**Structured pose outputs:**
= = = = = = =

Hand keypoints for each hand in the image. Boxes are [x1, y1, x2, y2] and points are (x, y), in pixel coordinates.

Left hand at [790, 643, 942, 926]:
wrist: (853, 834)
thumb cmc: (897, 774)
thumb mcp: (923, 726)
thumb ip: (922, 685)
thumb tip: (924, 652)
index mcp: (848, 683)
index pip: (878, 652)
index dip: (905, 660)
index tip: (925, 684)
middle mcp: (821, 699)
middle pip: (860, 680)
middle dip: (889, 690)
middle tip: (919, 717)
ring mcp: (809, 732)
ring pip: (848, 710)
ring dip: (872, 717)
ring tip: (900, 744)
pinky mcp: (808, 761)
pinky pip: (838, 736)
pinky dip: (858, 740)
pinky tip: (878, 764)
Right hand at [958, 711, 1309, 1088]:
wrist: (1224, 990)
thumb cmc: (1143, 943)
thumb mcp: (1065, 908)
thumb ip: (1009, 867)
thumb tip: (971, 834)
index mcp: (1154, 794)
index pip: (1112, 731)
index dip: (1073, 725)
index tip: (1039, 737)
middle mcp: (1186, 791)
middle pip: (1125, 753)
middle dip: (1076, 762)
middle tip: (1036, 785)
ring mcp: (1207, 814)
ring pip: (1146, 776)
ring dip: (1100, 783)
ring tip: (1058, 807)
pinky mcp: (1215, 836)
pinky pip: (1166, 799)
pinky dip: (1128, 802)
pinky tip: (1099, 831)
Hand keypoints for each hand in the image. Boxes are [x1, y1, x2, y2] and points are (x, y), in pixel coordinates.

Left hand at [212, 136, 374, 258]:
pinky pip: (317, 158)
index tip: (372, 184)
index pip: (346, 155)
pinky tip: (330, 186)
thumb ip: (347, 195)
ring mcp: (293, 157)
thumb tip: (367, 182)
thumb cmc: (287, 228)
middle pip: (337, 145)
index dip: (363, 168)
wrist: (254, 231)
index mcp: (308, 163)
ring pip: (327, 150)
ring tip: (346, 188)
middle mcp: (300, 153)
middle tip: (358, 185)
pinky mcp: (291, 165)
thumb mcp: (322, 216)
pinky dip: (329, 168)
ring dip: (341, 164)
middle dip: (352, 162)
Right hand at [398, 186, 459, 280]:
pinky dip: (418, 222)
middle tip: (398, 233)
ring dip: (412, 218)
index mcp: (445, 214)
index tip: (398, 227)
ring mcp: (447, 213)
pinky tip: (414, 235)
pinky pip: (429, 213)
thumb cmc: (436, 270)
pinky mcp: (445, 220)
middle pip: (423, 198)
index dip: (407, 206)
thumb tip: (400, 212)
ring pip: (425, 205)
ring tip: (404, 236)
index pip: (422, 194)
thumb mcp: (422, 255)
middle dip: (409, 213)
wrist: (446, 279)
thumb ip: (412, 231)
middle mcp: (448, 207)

= = = = = = =

**YOUR TASK:**
Reproduce all the records. Keep them exact, please.

**EXERCISE OUTPUT:**
Hand keypoints for each hand in the image. Boxes are [x1, y1, x2, y2] and points are (x, y), in pixel coordinates.

Left hand at [790, 643, 942, 926]:
wrist: (853, 834)
thumb cmc: (897, 774)
thumb mcp: (923, 726)
thumb ip: (922, 685)
thumb tip: (924, 652)
index mcp: (848, 683)
index pip: (878, 652)
index dip: (905, 660)
index tip: (925, 684)
middle mcp: (821, 699)
middle pip: (860, 680)
middle dip: (889, 690)
middle tip: (919, 717)
ring mcp: (809, 732)
ring pip: (848, 710)
ring dip: (872, 717)
ring tip: (900, 744)
pinky mcp: (808, 761)
pinky pip: (838, 736)
pinky dip: (858, 740)
pinky tip: (878, 764)
Right hand at [958, 711, 1309, 1088]:
wrist: (1224, 990)
thumb cmc: (1143, 943)
thumb mcp: (1065, 908)
thumb ip: (1009, 867)
thumb tip: (971, 834)
index mcp: (1154, 794)
index pip: (1112, 731)
index dip: (1073, 725)
index tip: (1039, 737)
middle mcp: (1186, 791)
middle pip: (1125, 753)
middle dip: (1076, 762)
middle tip: (1036, 785)
ring mcp: (1207, 814)
ring pip: (1146, 776)
ring dip: (1100, 783)
ring tip: (1058, 807)
pinky mcp: (1215, 836)
pinky pip: (1166, 799)
pinky dip: (1128, 802)
pinky tip: (1099, 831)
Hand keypoints for each hand in the image. Boxes are [x1, y1, x2, y2] and points are (x, y), in pixel coordinates.

Left hand at [212, 136, 374, 258]:
pinky pip: (317, 158)
index tip: (372, 184)
index pip: (346, 155)
pinky tip: (330, 186)
thumb ip: (347, 195)
ring mcp: (293, 157)
thumb tip: (367, 182)
thumb cmc: (287, 228)
middle pip: (337, 145)
index dip: (363, 168)
wrist: (254, 231)
index mcp: (308, 163)
ring pip: (327, 150)
ring tip: (346, 188)
middle mcp: (300, 153)
middle tip: (358, 185)
pinky mcp: (291, 165)
thumb mcp: (322, 216)
pinky dip: (329, 168)
ring dip: (341, 164)
middle dip: (352, 162)
Right hand at [398, 186, 459, 280]:
pinky dip: (418, 222)
middle tip: (398, 233)
ring dip: (412, 218)
index mcp: (445, 214)
index tip: (398, 227)
ring mcp: (447, 213)
pinky tip: (414, 235)
pinky pip: (429, 213)
thumb cmc: (436, 270)
pinky mcp: (445, 220)
middle pip: (423, 198)
index dip: (407, 206)
thumb tip: (400, 212)
ring pip: (425, 205)
ring tip: (404, 236)
index pip: (422, 194)
thumb mcp: (422, 255)
middle dip: (409, 213)
wrist: (446, 279)
thumb ip: (412, 231)
middle mcp: (448, 207)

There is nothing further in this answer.